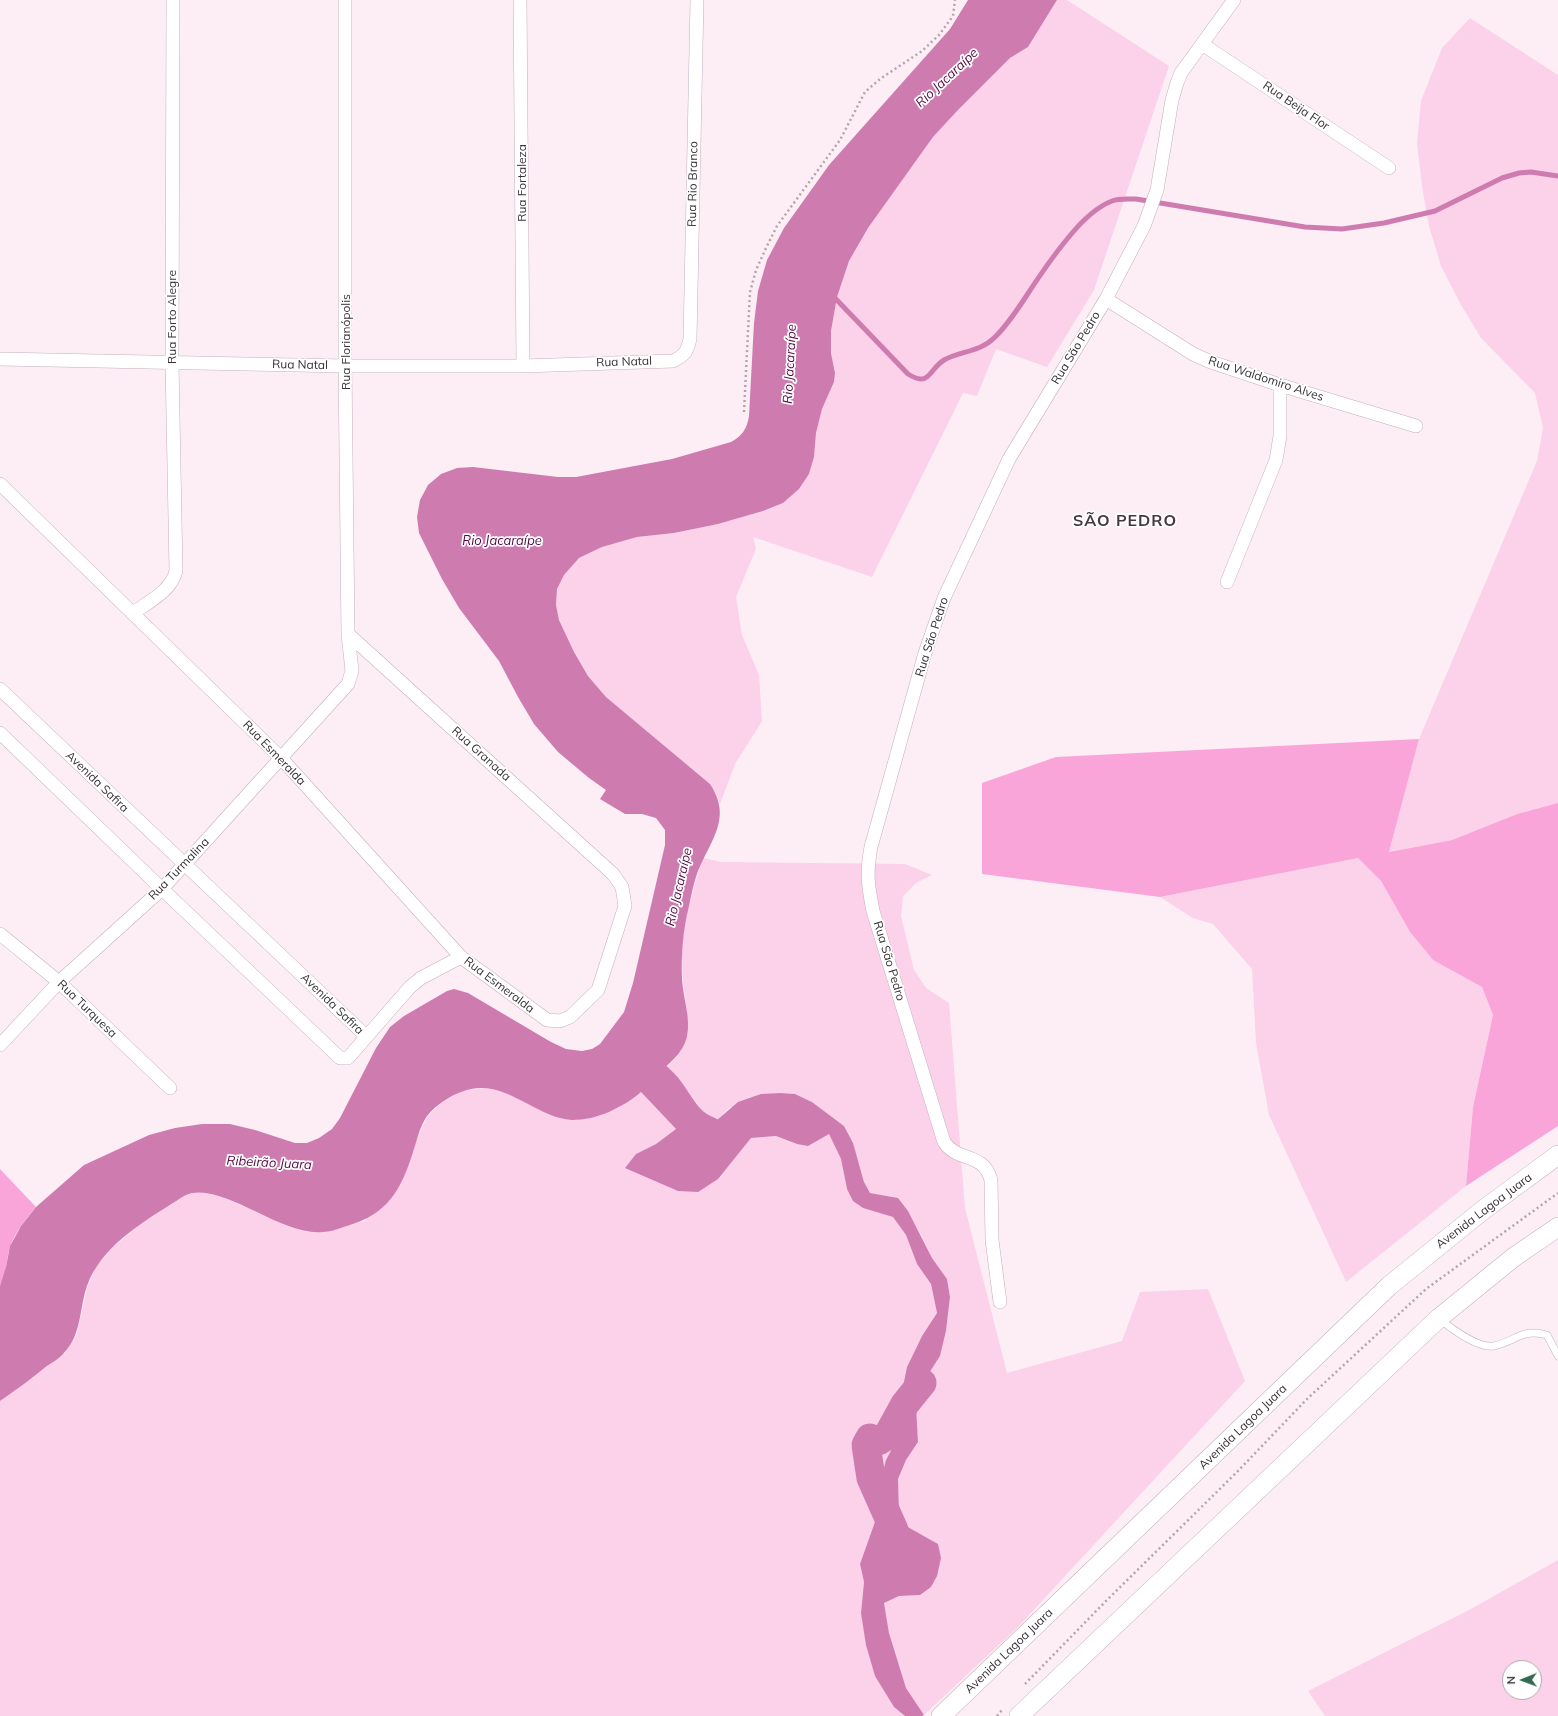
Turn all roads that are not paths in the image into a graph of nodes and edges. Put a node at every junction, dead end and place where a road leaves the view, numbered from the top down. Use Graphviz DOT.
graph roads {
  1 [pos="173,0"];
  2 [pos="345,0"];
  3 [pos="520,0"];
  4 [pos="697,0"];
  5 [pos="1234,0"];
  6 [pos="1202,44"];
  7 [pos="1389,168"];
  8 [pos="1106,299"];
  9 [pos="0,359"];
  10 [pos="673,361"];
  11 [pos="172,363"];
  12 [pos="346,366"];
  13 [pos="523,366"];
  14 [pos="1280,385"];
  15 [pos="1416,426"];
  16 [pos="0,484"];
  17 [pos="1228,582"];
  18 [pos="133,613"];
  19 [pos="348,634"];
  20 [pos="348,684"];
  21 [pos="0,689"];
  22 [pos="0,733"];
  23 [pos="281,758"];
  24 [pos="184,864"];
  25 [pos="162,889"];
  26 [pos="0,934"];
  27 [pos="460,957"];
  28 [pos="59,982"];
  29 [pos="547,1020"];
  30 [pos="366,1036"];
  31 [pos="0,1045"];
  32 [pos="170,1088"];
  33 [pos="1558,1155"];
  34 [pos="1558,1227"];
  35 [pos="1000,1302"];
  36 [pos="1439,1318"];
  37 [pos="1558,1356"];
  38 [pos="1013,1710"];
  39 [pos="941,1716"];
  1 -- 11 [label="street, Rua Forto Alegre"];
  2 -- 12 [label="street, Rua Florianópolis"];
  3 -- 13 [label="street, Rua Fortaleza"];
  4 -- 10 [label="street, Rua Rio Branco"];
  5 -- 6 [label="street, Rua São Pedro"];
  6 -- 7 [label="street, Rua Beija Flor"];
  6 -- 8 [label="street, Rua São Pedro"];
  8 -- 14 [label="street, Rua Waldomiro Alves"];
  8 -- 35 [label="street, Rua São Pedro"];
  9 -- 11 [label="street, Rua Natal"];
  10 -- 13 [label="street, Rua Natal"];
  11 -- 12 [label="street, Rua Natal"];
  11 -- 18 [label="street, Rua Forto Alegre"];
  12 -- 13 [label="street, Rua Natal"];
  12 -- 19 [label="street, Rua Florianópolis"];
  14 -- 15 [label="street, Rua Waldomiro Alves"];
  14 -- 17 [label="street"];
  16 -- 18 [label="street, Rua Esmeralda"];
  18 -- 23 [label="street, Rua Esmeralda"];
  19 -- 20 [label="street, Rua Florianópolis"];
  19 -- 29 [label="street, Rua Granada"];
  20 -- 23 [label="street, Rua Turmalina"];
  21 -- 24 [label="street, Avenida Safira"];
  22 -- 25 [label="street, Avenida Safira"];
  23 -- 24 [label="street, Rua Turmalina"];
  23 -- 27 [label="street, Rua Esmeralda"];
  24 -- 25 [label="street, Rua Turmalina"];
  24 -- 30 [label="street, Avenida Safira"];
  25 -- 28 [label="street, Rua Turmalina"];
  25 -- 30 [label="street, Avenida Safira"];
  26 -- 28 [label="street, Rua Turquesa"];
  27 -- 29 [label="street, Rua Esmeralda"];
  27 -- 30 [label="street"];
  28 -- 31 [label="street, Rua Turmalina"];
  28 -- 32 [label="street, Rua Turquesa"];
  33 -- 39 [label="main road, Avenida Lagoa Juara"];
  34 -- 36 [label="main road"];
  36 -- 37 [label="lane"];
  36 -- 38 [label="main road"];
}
===
### Instructions to follow
The expected answer is a copy of each line in the listing above that contains "Alegre".

### Task answer
  1 -- 11 [label="street, Rua Forto Alegre"];
  11 -- 18 [label="street, Rua Forto Alegre"];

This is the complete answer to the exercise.